At 344 B.C. during the reign of Philip II of Macedon their region passed from Epirote to Macedonian control. In 330 B.C. the Atintanes formed the core of the Epirote state, together with the Molossians, Thesprotians, and the Cassopaeans. In epigraphy, Kleomachos the Atintanian was given ateleia in Epirus by the symmachoi (allies) of Epirotes, when king was Neoptolemus son of Alexander and Derkas, prostatas (archon) of the Molossians (c. 300 BC) indicating that by the end of the 4th century the Atintanes were not part of the Epirote confederacy. At 295 B.C. Pyrrhus of Epirus detached Atintanis and made it a part of the Epirote Kingdom again.

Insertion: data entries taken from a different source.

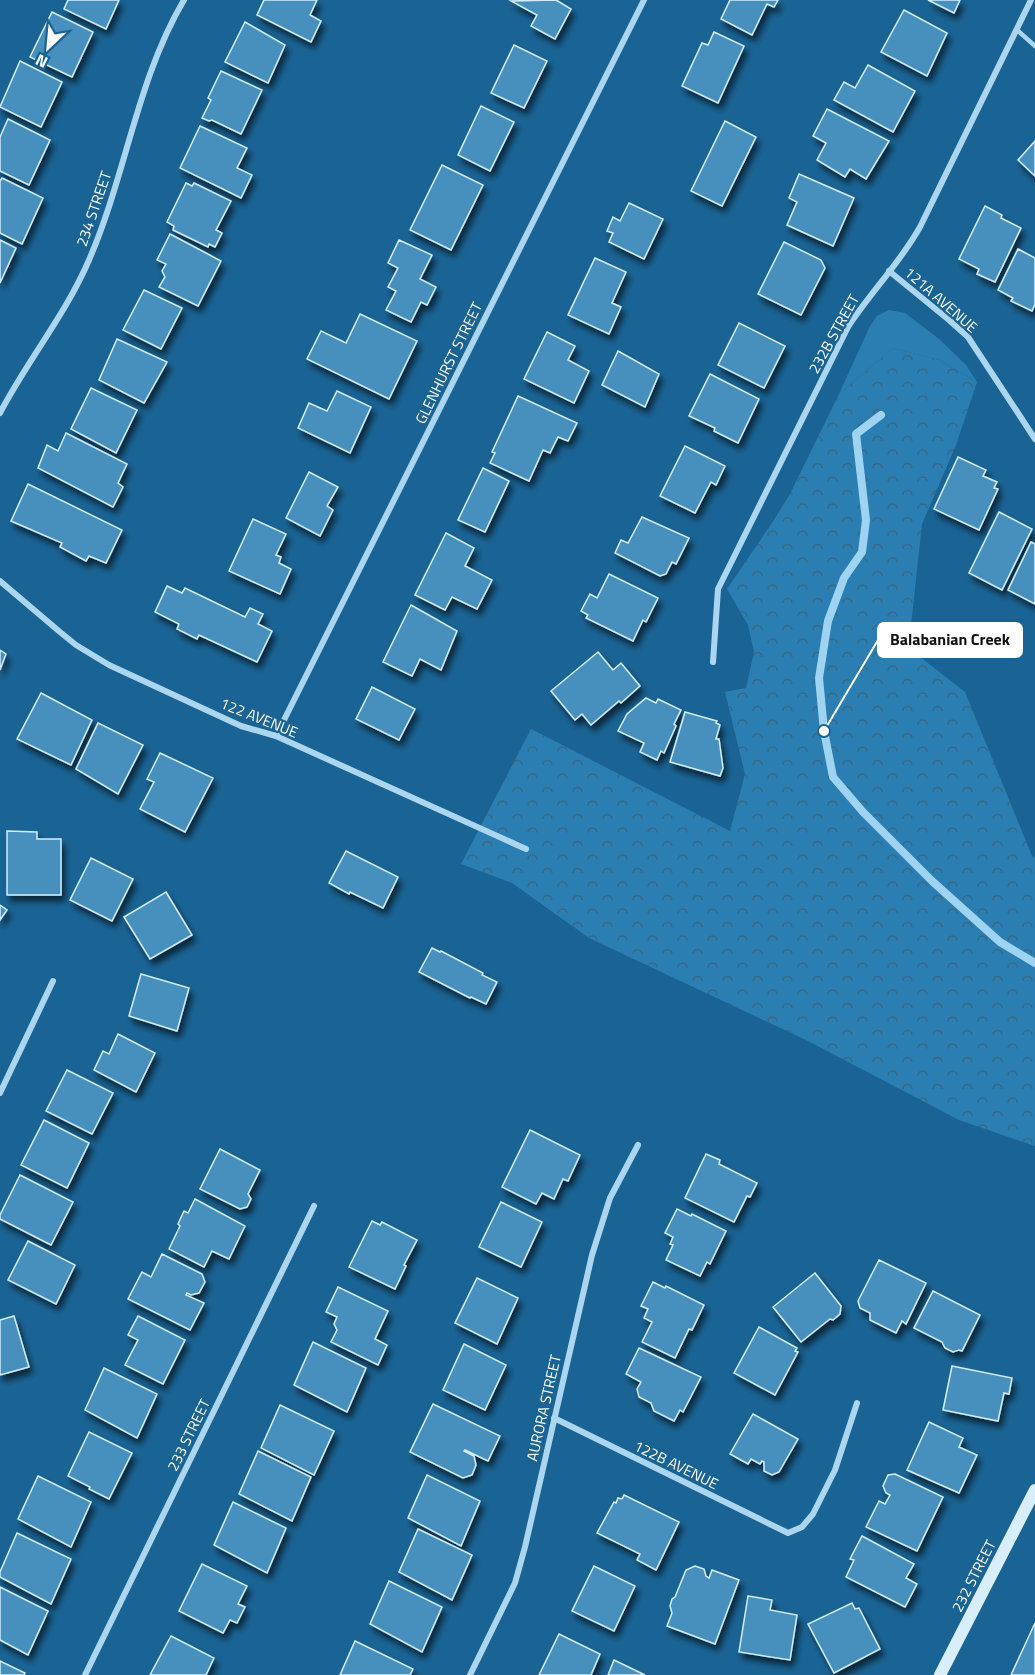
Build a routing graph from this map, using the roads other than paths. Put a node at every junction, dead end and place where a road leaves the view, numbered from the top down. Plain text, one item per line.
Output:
1 (184, 0) edge
2 (644, 0) edge
3 (1031, 0) edge
4 (1017, 30) junction
5 (1035, 46) edge
6 (889, 271) junction
7 (0, 413) edge
8 (1035, 439) edge
9 (0, 581) edge
10 (712, 662) dead end
11 (276, 736) junction
12 (526, 849) dead end
13 (53, 981) dead end
14 (0, 1094) edge
15 (638, 1145) dead end
16 (314, 1206) dead end
17 (857, 1403) dead end
18 (554, 1418) junction
19 (1035, 1490) edge
20 (85, 1675) edge
21 (470, 1675) edge
22 (940, 1675) edge

1 - 7 street, 234 STREET
2 - 11 street, GLENHURST STREET
3 - 4 street, 232B STREET
4 - 5 lane
4 - 6 street, 232B STREET
6 - 8 street, 121A AVENUE
6 - 10 street, 232B STREET
9 - 11 street, 122 AVENUE
11 - 12 street, 122 AVENUE
13 - 14 street
15 - 18 street, AURORA STREET
16 - 20 street, 233 STREET
17 - 18 street, 122B AVENUE
18 - 21 street, AURORA STREET
19 - 22 main road, 232 STREET

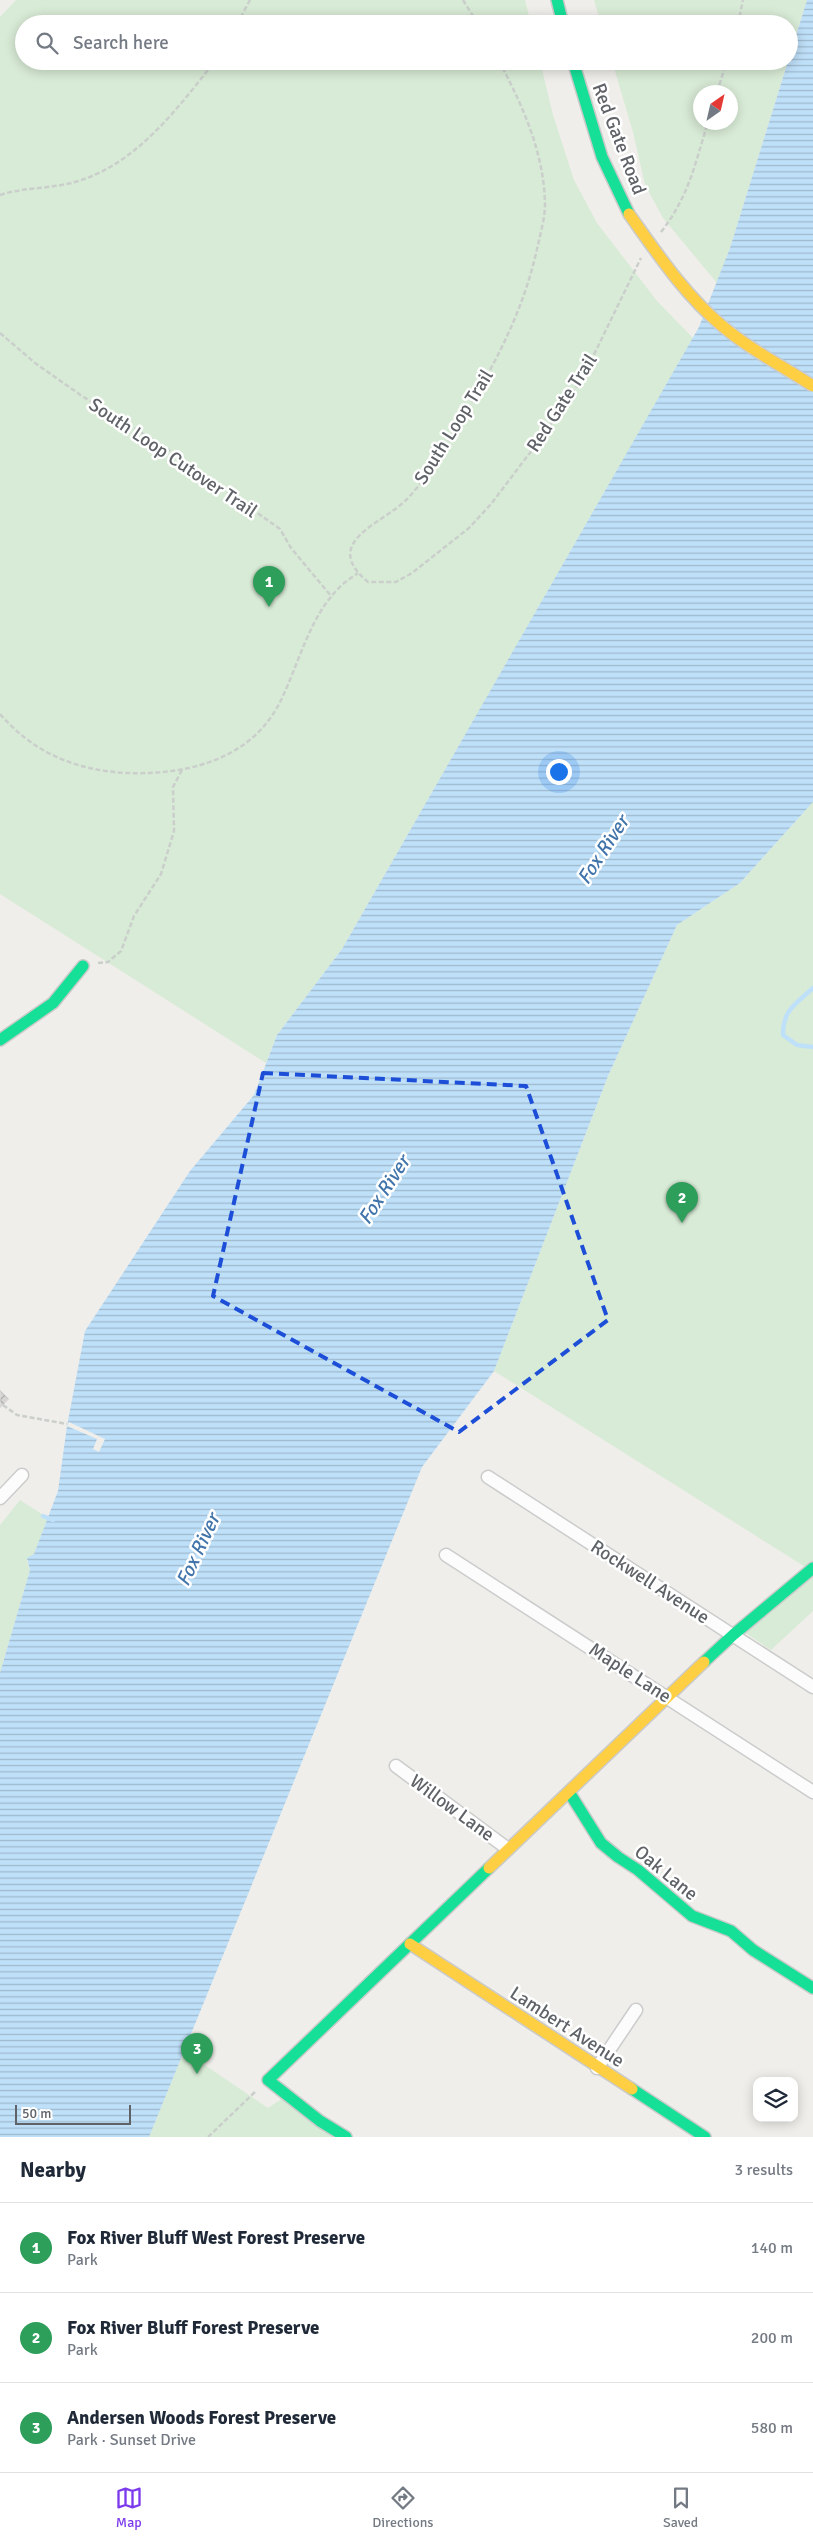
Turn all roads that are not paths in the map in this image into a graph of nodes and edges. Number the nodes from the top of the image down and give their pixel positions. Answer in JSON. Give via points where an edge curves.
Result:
{"nodes":[{"id":1,"x":557,"y":0,"type":"edge"},
{"id":2,"x":561,"y":15,"type":"edge"},
{"id":3,"x":576,"y":70,"type":"edge"},
{"id":4,"x":813,"y":386,"type":"edge"},
{"id":5,"x":83,"y":966,"type":"road end"},
{"id":6,"x":0,"y":1040,"type":"edge"},
{"id":7,"x":22,"y":1475,"type":"dead end"},
{"id":8,"x":488,"y":1477,"type":"dead end"},
{"id":9,"x":0,"y":1498,"type":"edge"},
{"id":10,"x":446,"y":1555,"type":"dead end"},
{"id":11,"x":813,"y":1568,"type":"edge"},
{"id":12,"x":733,"y":1635,"type":"junction"},
{"id":13,"x":813,"y":1687,"type":"edge"},
{"id":14,"x":668,"y":1697,"type":"junction"},
{"id":15,"x":396,"y":1766,"type":"dead end"},
{"id":16,"x":569,"y":1792,"type":"junction"},
{"id":17,"x":813,"y":1792,"type":"edge"},
{"id":18,"x":508,"y":1849,"type":"junction"},
{"id":19,"x":410,"y":1944,"type":"junction"},
{"id":20,"x":813,"y":1988,"type":"edge"},
{"id":21,"x":636,"y":2010,"type":"dead end"},
{"id":22,"x":597,"y":2068,"type":"junction"},
{"id":23,"x":346,"y":2137,"type":"edge"},
{"id":24,"x":705,"y":2137,"type":"edge"}],
"edges":[{"from":1,"to":2,"type":"street"},
{"from":3,"to":4,"type":"street","name":"Red Gate Road","bridge":true,"via":[[602,157],[629,214],[669,271],[737,338]]},
{"from":5,"to":6,"type":"street","via":[[53,1003]]},
{"from":7,"to":9,"type":"street"},
{"from":8,"to":12,"type":"street","name":"Rockwell Avenue"},
{"from":10,"to":14,"type":"street","name":"Maple Lane"},
{"from":11,"to":12,"type":"street"},
{"from":12,"to":13,"type":"street","name":"Rockwell Avenue"},
{"from":12,"to":14,"type":"street"},
{"from":14,"to":16,"type":"street"},
{"from":14,"to":17,"type":"street","name":"Maple Lane"},
{"from":15,"to":18,"type":"street","name":"Willow Lane"},
{"from":16,"to":18,"type":"street"},
{"from":16,"to":20,"type":"street","name":"Oak Lane","via":[[601,1843],[618,1857],[692,1916],[731,1931]]},
{"from":18,"to":19,"type":"street"},
{"from":19,"to":22,"type":"street","name":"Lambert Avenue"},
{"from":19,"to":23,"type":"street","via":[[268,2080]]},
{"from":21,"to":22,"type":"street"},
{"from":22,"to":24,"type":"street","name":"Lambert Avenue"}]}
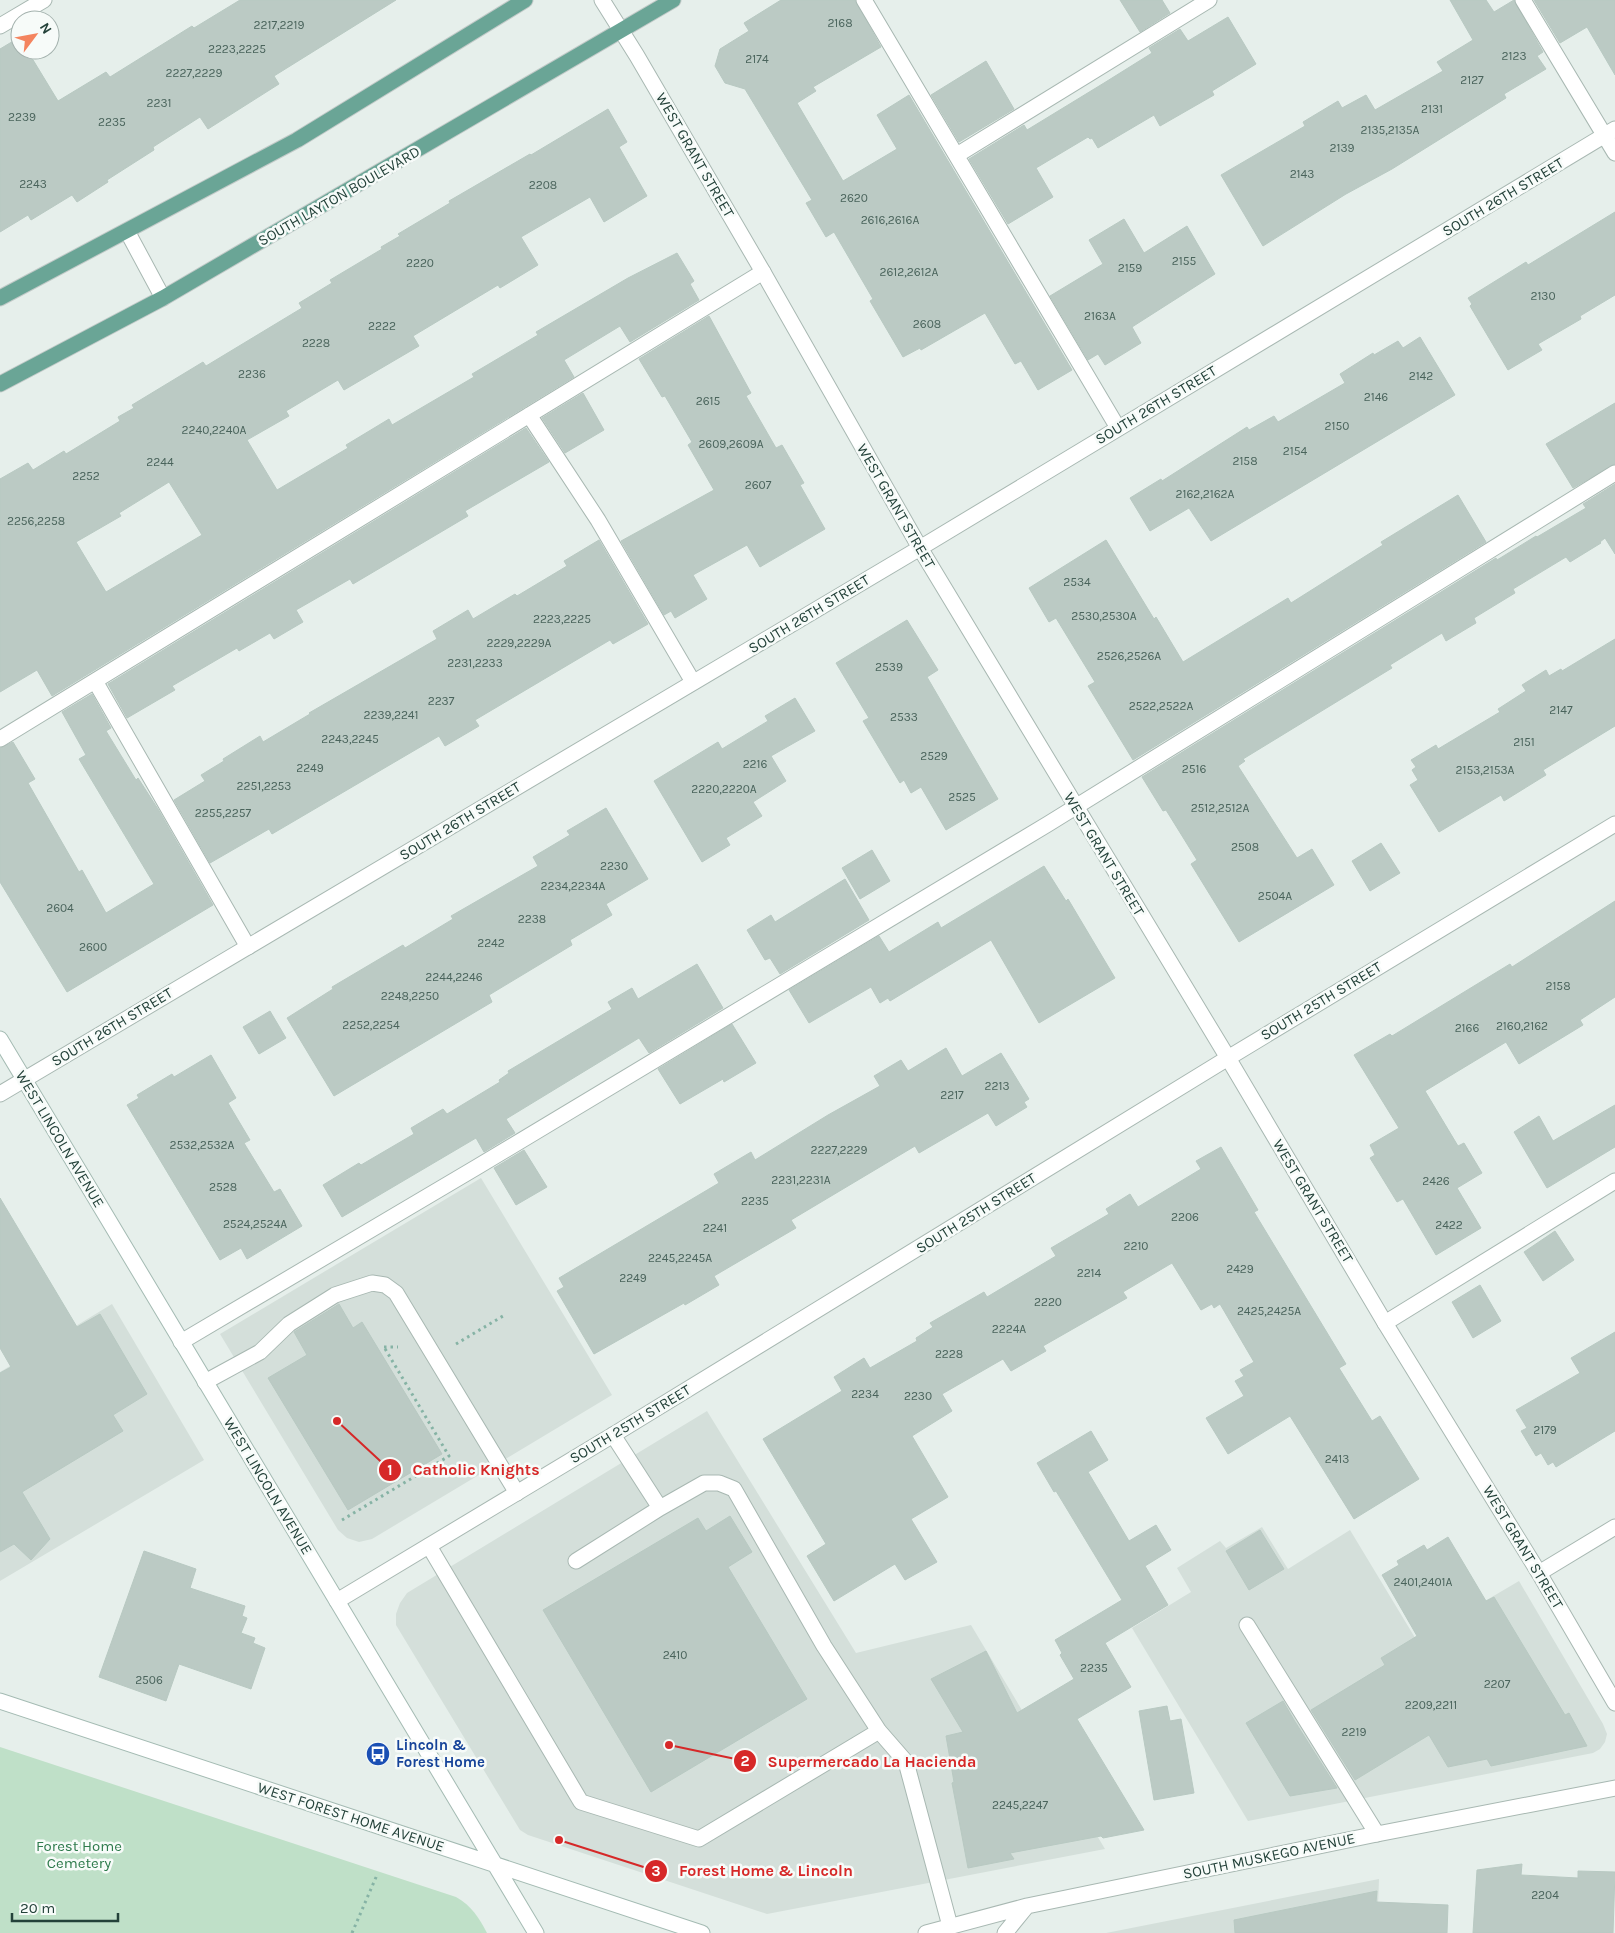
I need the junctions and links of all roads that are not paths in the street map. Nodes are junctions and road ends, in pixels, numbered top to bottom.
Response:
1 (44, 0) edge
2 (525, 0) edge
3 (602, 0) edge
4 (673, 0) edge
5 (864, 0) edge
6 (1209, 0) edge
7 (1523, 0) edge
8 (0, 26) edge
9 (622, 31) junction
10 (1610, 133) edge
11 (1615, 153) edge
12 (957, 155) junction
13 (127, 231) junction
14 (764, 272) junction
15 (0, 298) edge
16 (163, 298) junction
17 (0, 384) edge
18 (529, 415) junction
19 (1118, 428) junction
20 (1615, 473) edge
21 (920, 548) junction
22 (95, 681) junction
23 (693, 682) junction
24 (0, 739) edge
25 (1076, 807) junction
26 (1615, 824) edge
27 (248, 947) junction
28 (0, 1039) edge
29 (1228, 1058) junction
30 (25, 1079) junction
31 (0, 1094) edge
32 (1615, 1181) edge
33 (1385, 1323) junction
34 (181, 1342) junction
35 (205, 1382) junction
36 (613, 1435) junction
37 (517, 1493) junction
38 (660, 1508) junction
39 (1615, 1527) edge
40 (428, 1546) junction
41 (576, 1561) dead end
42 (1539, 1573) junction
43 (336, 1601) junction
44 (1247, 1625) dead end
45 (0, 1701) edge
46 (1615, 1703) edge
47 (879, 1731) junction
48 (1615, 1788) edge
49 (1377, 1834) junction
50 (496, 1865) junction
51 (1027, 1906) junction
52 (950, 1926) junction
53 (536, 1933) edge
54 (702, 1933) edge
55 (926, 1933) edge
56 (1005, 1933) edge

1 - 8 street
2 - 13 main road
3 - 9 street, WEST GRANT STREET
4 - 9 main road, SOUTH LAYTON BOULEVARD
5 - 12 street
6 - 12 street
7 - 10 street
9 - 14 street, WEST GRANT STREET
9 - 16 main road, SOUTH LAYTON BOULEVARD
10 - 11 street
10 - 19 street, SOUTH 26TH STREET
12 - 19 street
13 - 15 main road
13 - 16 street
14 - 18 street
14 - 21 street, WEST GRANT STREET
16 - 17 main road, SOUTH LAYTON BOULEVARD
18 - 22 street
18 - 23 street
19 - 21 street, SOUTH 26TH STREET
20 - 25 street
21 - 23 street, SOUTH 26TH STREET
21 - 25 street, WEST GRANT STREET
22 - 24 street
22 - 27 street
23 - 27 street, SOUTH 26TH STREET
25 - 29 street, WEST GRANT STREET
25 - 34 street
26 - 29 street, SOUTH 25TH STREET
27 - 30 street, SOUTH 26TH STREET
28 - 30 street, WEST LINCOLN AVENUE
29 - 33 street, WEST GRANT STREET
29 - 36 street, SOUTH 25TH STREET
30 - 31 street, SOUTH 26TH STREET
30 - 34 street, WEST LINCOLN AVENUE
32 - 33 street
33 - 42 street, WEST GRANT STREET
34 - 35 street, WEST LINCOLN AVENUE
35 - 37 street
35 - 43 street, WEST LINCOLN AVENUE
36 - 37 street, SOUTH 25TH STREET
36 - 38 street
37 - 40 street, SOUTH 25TH STREET
38 - 41 street
38 - 47 street
39 - 42 street
40 - 43 street, SOUTH 25TH STREET
40 - 47 street
42 - 46 street, WEST GRANT STREET
43 - 50 street, WEST LINCOLN AVENUE
44 - 49 street
45 - 50 street, WEST FOREST HOME AVENUE
47 - 52 street
48 - 49 street, SOUTH MUSKEGO AVENUE
49 - 51 street, SOUTH MUSKEGO AVENUE
50 - 53 street, WEST LINCOLN AVENUE
50 - 54 street, WEST FOREST HOME AVENUE
51 - 52 street, SOUTH MUSKEGO AVENUE
51 - 56 street
52 - 55 street, SOUTH MUSKEGO AVENUE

In 231 B.C. the Chaonian capital of Phoenice was raided by the Illyrians of Teuta. Those inhabitants of the city who survived the attack and slavery managed to flee to the territory of the Atintanes to seek for available reinforcements. Atintania was possibly ceded to Teuta by the League of the Epirotes at 230 B.C. probably as part of an agreement with her. When in 229 BC the First Illyrian War broke out between Rome and Illyrian queen Teuta, as well as Parthinians, the Atintanians took advantage of this situation and put themselves under Roman protection. After this conflict, in 229-228 BC Rome set a protectorate on the conquered Illyrian lands, the Greek cities of Apollonia and Epidamnus, Corfu, as well as Atintanis. The following years they supported the campaign of Demetrius of Pharos but after his defeat Atintania returned to Roman control. The region became a disputed zone between Romans and Macedon. In the Treaty of Phoenice, 205 BC, Atintania was assigned to the Macedonian Kingdom. As such it appears that it remained part of the 4th Macedonian meris the following years. The Atintanes received sacred Greek envoys as part of the Epirote League in c. 220-189 B.C.

In 167 B.C. after the Romans defeated the Macedonians at Pydna, they captured a total of seventy settlements of the Molossians and the Atintanians and sold 150,000 men into slavery. As part of the invasion of Epirus by the Romans the later continued with the destruction of Atintania, Molossis as well as east Chaonia even after 157 B.C.